Assigned task
Extract from the entries below, exactly as given, only the lines from the line containing "middle tip: (363, 234)" to the line containing "index tip: (400, 163)", both lines included.

Raw data
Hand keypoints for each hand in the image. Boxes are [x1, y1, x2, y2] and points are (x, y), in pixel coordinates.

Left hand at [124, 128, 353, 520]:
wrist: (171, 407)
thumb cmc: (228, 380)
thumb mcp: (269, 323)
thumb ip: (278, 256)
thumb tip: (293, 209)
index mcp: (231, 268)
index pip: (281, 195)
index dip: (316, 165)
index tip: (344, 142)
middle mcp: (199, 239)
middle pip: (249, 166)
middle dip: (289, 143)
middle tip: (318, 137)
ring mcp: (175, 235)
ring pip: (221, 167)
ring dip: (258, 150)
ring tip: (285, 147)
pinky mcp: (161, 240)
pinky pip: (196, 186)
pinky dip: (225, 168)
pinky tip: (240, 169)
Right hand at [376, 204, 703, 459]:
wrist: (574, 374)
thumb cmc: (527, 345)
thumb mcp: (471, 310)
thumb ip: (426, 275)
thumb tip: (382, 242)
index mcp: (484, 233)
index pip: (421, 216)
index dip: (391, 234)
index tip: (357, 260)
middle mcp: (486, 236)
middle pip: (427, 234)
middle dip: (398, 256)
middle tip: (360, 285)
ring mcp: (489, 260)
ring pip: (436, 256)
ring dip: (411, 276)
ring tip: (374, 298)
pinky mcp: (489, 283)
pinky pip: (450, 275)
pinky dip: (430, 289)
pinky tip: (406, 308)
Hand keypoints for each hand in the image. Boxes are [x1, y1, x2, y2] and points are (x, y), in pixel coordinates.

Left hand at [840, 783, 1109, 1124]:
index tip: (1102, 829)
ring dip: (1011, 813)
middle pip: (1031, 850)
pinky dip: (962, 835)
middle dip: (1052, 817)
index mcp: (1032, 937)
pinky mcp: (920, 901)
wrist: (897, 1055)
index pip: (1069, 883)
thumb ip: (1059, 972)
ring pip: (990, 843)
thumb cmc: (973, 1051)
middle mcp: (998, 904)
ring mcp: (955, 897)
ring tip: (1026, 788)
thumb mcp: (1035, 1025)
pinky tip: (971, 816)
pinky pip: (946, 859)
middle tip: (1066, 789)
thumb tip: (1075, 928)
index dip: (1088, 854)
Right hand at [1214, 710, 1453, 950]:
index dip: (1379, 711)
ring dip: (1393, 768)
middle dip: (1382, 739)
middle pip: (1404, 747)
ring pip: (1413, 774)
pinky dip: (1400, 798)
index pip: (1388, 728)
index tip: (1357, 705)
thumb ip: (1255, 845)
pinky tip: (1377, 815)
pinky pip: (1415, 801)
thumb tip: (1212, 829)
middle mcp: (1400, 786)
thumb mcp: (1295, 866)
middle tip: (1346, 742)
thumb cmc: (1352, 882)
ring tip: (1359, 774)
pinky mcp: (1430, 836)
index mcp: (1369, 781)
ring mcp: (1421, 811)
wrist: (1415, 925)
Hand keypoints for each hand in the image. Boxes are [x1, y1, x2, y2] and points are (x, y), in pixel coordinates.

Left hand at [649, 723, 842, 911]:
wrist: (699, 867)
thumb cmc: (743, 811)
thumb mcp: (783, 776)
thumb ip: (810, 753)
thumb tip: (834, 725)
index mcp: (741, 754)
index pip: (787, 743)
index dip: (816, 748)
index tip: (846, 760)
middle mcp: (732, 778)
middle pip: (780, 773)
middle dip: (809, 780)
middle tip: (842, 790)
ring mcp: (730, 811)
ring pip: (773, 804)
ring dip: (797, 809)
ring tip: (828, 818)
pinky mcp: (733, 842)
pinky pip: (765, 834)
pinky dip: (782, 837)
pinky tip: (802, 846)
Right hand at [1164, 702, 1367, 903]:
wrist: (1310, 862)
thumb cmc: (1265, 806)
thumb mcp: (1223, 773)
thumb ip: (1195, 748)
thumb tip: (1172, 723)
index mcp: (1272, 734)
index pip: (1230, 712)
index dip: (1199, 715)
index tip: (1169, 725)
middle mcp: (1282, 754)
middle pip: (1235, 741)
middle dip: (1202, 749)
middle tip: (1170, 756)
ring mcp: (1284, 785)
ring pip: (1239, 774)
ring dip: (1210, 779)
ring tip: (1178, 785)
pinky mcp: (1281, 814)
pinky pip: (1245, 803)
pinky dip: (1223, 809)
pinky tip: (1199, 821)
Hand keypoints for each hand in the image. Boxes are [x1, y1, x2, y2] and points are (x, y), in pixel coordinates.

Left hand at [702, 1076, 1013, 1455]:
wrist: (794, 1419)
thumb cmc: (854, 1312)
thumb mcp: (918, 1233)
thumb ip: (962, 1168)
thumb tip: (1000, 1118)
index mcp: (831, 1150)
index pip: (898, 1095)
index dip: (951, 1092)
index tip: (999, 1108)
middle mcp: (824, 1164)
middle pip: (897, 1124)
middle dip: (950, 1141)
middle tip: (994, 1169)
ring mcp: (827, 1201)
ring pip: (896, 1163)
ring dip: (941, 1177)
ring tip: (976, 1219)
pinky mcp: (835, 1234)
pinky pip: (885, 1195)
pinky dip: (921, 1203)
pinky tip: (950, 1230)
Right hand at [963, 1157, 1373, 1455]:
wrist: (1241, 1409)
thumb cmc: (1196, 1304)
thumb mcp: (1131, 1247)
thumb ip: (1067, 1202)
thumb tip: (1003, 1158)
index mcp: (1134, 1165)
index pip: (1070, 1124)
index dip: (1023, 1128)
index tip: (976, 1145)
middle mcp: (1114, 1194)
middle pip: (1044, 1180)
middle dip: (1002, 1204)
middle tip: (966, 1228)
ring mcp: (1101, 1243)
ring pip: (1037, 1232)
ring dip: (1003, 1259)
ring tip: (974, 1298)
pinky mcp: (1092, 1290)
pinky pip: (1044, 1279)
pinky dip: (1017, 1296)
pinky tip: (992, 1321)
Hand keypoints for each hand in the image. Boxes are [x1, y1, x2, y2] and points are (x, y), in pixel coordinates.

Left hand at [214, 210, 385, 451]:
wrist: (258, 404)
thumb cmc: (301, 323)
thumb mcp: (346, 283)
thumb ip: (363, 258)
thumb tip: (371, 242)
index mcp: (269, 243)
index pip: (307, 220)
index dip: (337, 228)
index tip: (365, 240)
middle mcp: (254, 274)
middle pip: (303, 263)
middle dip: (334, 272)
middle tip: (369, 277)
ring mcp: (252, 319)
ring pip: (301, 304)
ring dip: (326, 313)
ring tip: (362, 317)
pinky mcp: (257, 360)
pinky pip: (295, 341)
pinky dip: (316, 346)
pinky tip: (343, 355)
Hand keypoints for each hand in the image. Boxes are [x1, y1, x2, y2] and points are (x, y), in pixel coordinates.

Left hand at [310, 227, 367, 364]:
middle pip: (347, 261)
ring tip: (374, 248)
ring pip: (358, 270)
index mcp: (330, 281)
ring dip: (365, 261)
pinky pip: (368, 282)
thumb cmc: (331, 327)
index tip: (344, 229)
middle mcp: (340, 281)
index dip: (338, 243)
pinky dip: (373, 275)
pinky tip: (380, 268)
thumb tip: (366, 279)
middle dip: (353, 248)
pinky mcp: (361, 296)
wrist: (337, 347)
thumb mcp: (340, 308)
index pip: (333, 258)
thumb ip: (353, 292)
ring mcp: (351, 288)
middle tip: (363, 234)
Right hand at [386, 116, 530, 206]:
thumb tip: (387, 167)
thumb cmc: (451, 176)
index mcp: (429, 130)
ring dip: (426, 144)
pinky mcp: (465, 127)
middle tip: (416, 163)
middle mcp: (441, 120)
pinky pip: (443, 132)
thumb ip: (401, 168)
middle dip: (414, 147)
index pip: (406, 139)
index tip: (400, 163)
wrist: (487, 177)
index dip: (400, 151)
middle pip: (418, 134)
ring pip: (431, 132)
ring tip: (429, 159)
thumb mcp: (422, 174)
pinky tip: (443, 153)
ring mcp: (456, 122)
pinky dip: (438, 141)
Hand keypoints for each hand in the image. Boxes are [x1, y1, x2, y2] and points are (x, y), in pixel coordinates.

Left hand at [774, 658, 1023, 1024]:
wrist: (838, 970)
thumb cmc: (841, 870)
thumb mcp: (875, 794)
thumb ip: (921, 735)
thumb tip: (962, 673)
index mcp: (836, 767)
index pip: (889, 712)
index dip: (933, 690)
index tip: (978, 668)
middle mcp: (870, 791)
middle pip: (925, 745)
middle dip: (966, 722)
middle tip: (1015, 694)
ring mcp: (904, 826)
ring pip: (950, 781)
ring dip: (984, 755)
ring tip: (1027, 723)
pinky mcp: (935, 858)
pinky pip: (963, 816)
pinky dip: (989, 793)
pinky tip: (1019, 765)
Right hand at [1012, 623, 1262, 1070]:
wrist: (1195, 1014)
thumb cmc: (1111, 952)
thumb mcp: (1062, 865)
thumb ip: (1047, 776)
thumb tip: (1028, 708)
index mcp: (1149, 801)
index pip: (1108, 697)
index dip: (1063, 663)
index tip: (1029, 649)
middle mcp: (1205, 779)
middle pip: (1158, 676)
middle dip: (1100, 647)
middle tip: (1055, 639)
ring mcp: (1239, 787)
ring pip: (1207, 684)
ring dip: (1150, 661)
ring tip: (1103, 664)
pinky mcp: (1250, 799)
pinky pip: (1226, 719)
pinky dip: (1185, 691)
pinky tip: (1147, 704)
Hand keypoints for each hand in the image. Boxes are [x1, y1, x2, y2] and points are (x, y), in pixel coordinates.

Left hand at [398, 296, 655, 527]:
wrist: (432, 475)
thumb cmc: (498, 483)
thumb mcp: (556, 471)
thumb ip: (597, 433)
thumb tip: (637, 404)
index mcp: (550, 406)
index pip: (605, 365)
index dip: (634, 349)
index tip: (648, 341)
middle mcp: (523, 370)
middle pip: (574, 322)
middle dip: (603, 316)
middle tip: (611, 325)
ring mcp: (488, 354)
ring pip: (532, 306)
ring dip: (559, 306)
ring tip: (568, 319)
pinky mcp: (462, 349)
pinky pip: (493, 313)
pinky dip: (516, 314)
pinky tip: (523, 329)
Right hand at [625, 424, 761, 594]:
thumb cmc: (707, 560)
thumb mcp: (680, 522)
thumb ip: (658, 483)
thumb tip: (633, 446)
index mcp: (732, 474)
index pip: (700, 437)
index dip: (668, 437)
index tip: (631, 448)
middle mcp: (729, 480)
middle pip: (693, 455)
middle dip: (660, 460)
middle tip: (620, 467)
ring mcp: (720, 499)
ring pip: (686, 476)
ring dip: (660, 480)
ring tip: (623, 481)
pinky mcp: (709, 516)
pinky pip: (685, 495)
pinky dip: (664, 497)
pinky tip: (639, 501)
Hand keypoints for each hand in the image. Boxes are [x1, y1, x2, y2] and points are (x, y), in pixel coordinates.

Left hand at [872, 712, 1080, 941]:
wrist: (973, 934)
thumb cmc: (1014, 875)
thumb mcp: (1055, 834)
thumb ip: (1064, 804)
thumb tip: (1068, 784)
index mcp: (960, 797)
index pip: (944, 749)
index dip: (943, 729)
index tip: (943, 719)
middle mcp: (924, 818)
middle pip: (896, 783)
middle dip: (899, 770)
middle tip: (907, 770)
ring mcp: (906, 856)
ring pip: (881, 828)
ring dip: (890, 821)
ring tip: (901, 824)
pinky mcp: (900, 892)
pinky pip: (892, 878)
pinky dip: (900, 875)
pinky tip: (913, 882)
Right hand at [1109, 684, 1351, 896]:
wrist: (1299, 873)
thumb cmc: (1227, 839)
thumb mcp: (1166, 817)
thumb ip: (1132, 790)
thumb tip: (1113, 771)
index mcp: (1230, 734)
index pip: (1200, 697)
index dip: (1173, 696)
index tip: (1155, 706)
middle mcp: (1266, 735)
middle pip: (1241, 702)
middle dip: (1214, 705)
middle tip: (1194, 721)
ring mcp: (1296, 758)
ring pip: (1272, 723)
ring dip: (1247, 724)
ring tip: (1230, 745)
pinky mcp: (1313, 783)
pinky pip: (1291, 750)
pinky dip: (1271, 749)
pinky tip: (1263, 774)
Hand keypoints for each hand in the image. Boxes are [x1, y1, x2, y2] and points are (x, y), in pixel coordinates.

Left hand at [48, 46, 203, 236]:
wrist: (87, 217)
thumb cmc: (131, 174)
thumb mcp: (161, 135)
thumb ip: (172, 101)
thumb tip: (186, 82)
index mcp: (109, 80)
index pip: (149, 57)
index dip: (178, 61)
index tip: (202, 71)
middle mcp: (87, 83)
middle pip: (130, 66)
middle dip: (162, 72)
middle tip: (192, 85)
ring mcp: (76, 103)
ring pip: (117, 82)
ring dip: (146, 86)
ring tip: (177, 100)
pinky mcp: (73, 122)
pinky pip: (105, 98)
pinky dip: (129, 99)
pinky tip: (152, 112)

Answer
middle tip: (363, 234)
Right hand at [386, 116, 530, 206]:
thumb tip: (387, 167)
thumb cmc: (451, 176)
index mcp: (429, 130)
ring dip: (426, 144)
pinky mcp: (465, 127)
middle tip: (416, 163)
middle mcp: (441, 120)
pinky pip: (443, 132)
thumb ip: (401, 168)
middle dip: (414, 147)
index pip: (406, 139)
index tip: (400, 163)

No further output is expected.